Na China, explicou Siza, tem hoje um projeto de um “museu de 135 mil metros quadrados em Xangai”. “Ia tudo muito bem, mas, simplesmente, veio o coronavírus e os trabalhos estão suspensos” explicou.
Siza Vieira lamenta a situação: "temos tido sempre trabalho continuo. Realizam-se e pagam, o que vai sendo raro.”
O arquiteto, de 86 anos, diz que na China o tratam "muito bem”, mas não tem viajado para lá. Recordou que, nos últimos anos, voou mais de 10 vezes para a China, mas cansou-se: "Cheguei a um ponto em que pensei 'estou a matar-me e ainda não quero. Vai o Castanheira!'” [um arquiteto com quem trabalha]

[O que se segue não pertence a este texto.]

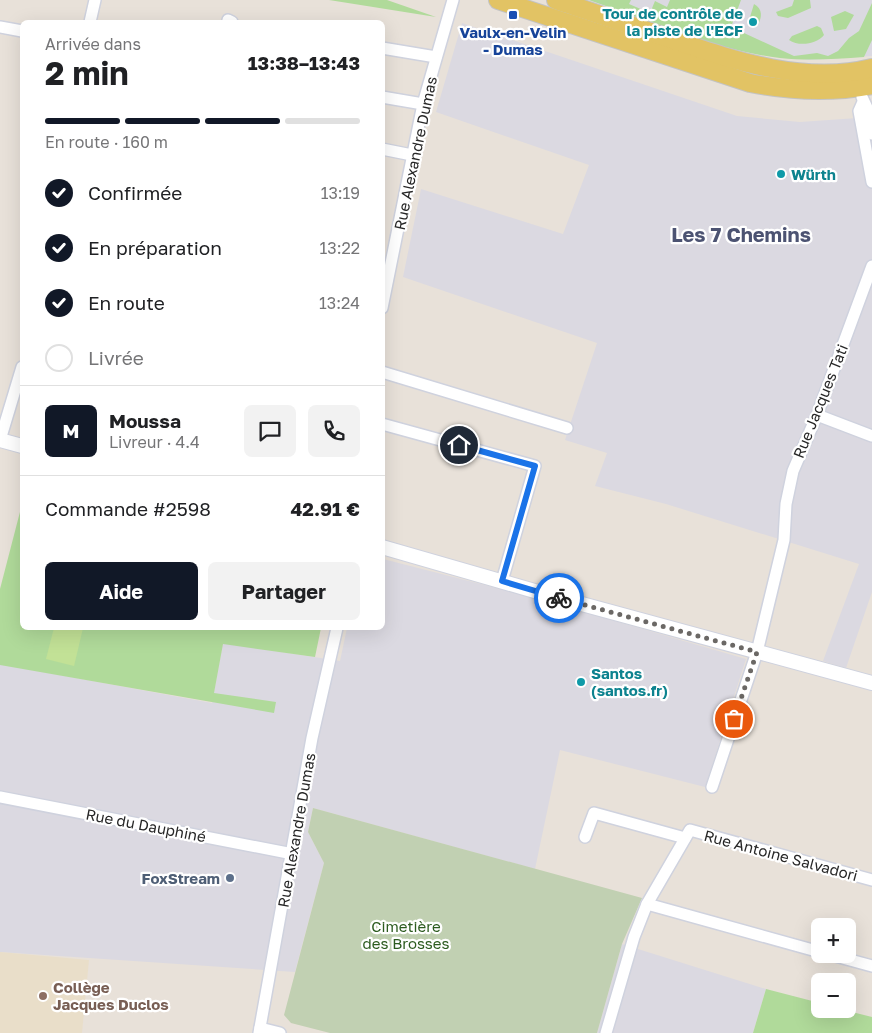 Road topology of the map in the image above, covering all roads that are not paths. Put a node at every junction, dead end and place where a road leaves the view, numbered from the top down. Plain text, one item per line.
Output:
1 (94, 0) edge
2 (453, 0) edge
3 (498, 0) edge
4 (556, 0) edge
5 (90, 20) edge
6 (0, 27) edge
7 (20, 31) edge
8 (385, 48) edge
9 (436, 57) junction
10 (865, 82) edge
11 (385, 98) edge
12 (423, 104) junction
13 (872, 134) edge
14 (385, 150) edge
15 (412, 155) junction
16 (872, 182) edge
17 (872, 266) edge
18 (385, 293) edge
19 (385, 373) edge
20 (20, 374) edge
21 (817, 415) junction
22 (385, 425) edge
23 (567, 428) dead end
24 (872, 436) edge
25 (0, 440) edge
26 (20, 445) edge
27 (385, 548) edge
28 (502, 581) junction
29 (337, 630) edge
30 (757, 652) junction
31 (872, 683) edge
32 (712, 787) dead end
33 (0, 797) edge
34 (687, 834) junction
35 (585, 837) dead end
36 (292, 854) junction
37 (872, 880) edge
38 (647, 904) junction
39 (811, 950) edge
40 (856, 962) edge
41 (872, 966) edge
42 (260, 1030) edge
43 (280, 1033) edge
44 (606, 1033) edge

1 - 5 street
2 - 9 street, Rue Alexandre Dumas
3 - 10 main road
4 - 10 main road
6 - 7 street
8 - 9 street
9 - 12 street, Rue Alexandre Dumas
10 - 13 street
10 - 16 street
11 - 12 street
12 - 15 street, Rue Alexandre Dumas
14 - 15 street
15 - 18 street, Rue Alexandre Dumas
17 - 21 street, Rue Jacques Tati
19 - 23 street
20 - 25 street
21 - 24 street
21 - 30 street, Rue Jacques Tati
22 - 28 street
25 - 26 street
27 - 28 street
28 - 30 street
29 - 36 street, Rue Alexandre Dumas
30 - 31 street
30 - 32 street, Rue Jacques Tati
33 - 36 street, Rue du Dauphiné
34 - 35 street, Rue Antoine Salvadori
34 - 37 street, Rue Antoine Salvadori
34 - 38 street
36 - 42 street, Rue Alexandre Dumas
38 - 39 street
38 - 44 street
40 - 41 street
42 - 43 street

Sobre outros projetos internacionais, Álvaro Siza Vieira falou ainda sobre a torre que está a fazer em Nova Iorque. “Acho um milagre”, exclamou Siza, que se considera um homem com “muita sorte” por lhe ter sido entregue um lote estreito para a construção de um edifício de 38 pisos.
Tem “uma proporção muito boa” garante, o prémio Pritzker que explica que o projeto “correu bastante bem” e conclui: “É mais fácil fazer um projeto em Nova Iorque do que no Porto”, porque "as regras estão muito facilitadas. Se há alguma dúvida, telefona-se para o departamento e dizem 'venham cá no dia tal' e esclarece-se!”
Siza Vieira lamenta a “carga burocrática impensável e terrível” que há em Portugal e recorda os tempos em que começou a exercer a profissão, quando “os regulamentos eram mínimos”. Hoje continua a trabalhar porque tem "de viver”.
"A arquitetura sem prazer é insuportável” e, por isso, “tem de se inventar o entusiasmo” para com a profissão.
"Agonia" é a palavra que o arquiteto Siza Vieira usa para caraterizar o estado da arquitetura portuguesa. Questionado pela Renascença, no final da conferência que deu na Póvoa de Varzim e enquanto fumava um cigarro, o arquiteto explicou que não tem “medo de fazer concursos. Uns ganham-se, outros perdem-se”. No entanto, "nas condições em que são feitos” já não os quer.
Siza explicou que “nos concursos atualmente em Portugal, há uma cláusula que diz que um dos critérios é o mais barato e há gente a trabalhar com honorários impossíveis”. Do alto da sua experiência, Siza declara: “Com uma cláusula assim, eu não brinco.”
O arquiteto que influenciou toda uma corrente conta também que ganha concursos que “depois, não são executados.”
Com frustração, lembra um caso recente de uma ponte pedonal sobre o Rio Minho, em que ficou em primeiro lugar no concurso. “Não queria fazer o concurso, mas fui. O prémio era miserável e acontece que ganhamos. O grande prémio era construir a ponte. Quando fomos discutir o assunto, disseram-nos, tranquilamente, que tinha sido cancelado o concurso, por um erro administrativo. Ficou num zero e num largo prejuízo, sobretudo para o engenheiro a quem disse que não queria nada. Eu só gastei um bocadinho de massa cinzenta e, como a massa cinzenta não vale nada, não quero receber nada.” Mais tarde, Siza soube que o projeto foi entregue aos segundos vencedores do concurso, uma equipa espanhola, por “ser mais barato”.
Aos 86 anos, ainda no ativo Siza confessa que o que o “move a continuar” é, primeiro, ter de “ganhar a vida”. Segundo admite, gosta de “fazer arquitetura”. “Não vou dizer que é uma paixão, porque paixões têm-se por gente. Fazer o que se gosta é importante para o bem-estar.”